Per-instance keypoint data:
§ §

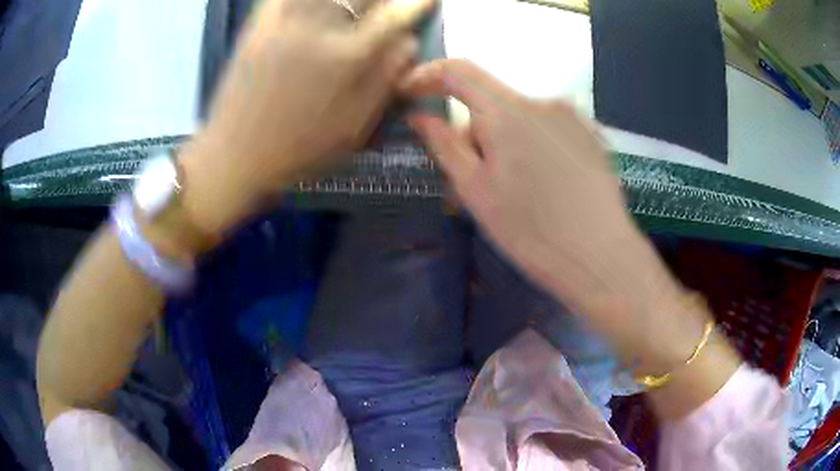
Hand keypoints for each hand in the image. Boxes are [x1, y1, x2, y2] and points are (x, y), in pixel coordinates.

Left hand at [180, 0, 434, 235]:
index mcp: (347, 56)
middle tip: (382, 7)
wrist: (234, 156)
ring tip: (353, 6)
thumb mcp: (353, 127)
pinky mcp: (257, 26)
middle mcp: (319, 28)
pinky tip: (313, 6)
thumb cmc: (298, 149)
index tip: (427, 0)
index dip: (414, 6)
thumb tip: (408, 43)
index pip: (393, 17)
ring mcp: (284, 23)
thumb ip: (385, 80)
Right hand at [403, 60, 727, 388]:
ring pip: (518, 120)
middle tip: (467, 181)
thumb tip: (419, 117)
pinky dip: (529, 148)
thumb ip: (444, 146)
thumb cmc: (532, 233)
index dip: (427, 76)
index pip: (458, 72)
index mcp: (509, 112)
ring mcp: (572, 118)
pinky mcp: (590, 136)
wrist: (602, 259)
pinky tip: (540, 188)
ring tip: (508, 192)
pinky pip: (545, 130)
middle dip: (471, 133)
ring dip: (501, 144)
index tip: (409, 94)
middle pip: (490, 103)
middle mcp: (543, 102)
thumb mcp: (476, 193)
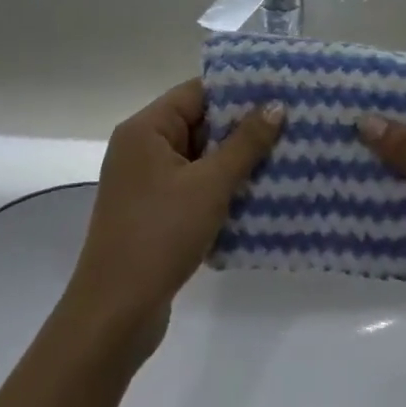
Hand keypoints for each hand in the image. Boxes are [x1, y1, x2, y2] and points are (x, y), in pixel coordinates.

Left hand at [62, 81, 284, 363]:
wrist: (114, 315)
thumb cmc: (159, 235)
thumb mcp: (210, 185)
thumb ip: (245, 143)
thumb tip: (276, 105)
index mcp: (146, 129)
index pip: (197, 93)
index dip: (238, 91)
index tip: (280, 92)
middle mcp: (142, 148)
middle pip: (199, 123)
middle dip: (242, 128)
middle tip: (291, 126)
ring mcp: (146, 183)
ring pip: (200, 158)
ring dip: (236, 161)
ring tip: (284, 157)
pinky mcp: (153, 213)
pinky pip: (194, 187)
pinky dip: (221, 189)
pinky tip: (259, 196)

§ §

* Task statement *
Please transcribe exactly the part of the records that opens with the line containing "index dip: (414, 6)" and closes with the line containing "index tip: (280, 92)", both ends included, and leave out the pictures.

* Finished exercise *
index dip: (414, 6)
thumb tip: (408, 43)
index pip: (393, 17)
ring mcp: (284, 23)
thumb ip: (385, 80)
Right hand at [403, 60, 727, 388]:
ring pip: (518, 120)
middle tip: (467, 181)
thumb tip: (419, 117)
pinky dip: (529, 148)
thumb ip: (444, 146)
thumb cmc: (532, 233)
index dip: (427, 76)
index pip: (458, 72)
index mcp: (509, 112)
ring mcp: (572, 118)
pinky mcp: (590, 136)
wrist: (602, 259)
pinky tip: (540, 188)
ring tip: (508, 192)
pinky pip: (545, 130)
middle dip: (471, 133)
ring dip: (501, 144)
index tip: (409, 94)
middle pip: (490, 103)
middle mcp: (543, 102)
thumb mcp: (476, 193)
Hand keypoints for each hand in the image. Boxes are [x1, y1, x2, y2] and points are (x, y), in pixel coordinates.

Left hand at [62, 81, 284, 363]:
wrist: (114, 315)
thumb cmc: (159, 235)
thumb mcp: (210, 185)
thumb ip: (245, 143)
thumb tip: (276, 105)
index mcp: (146, 129)
index pip: (197, 93)
index dip: (238, 91)
index tip: (280, 92)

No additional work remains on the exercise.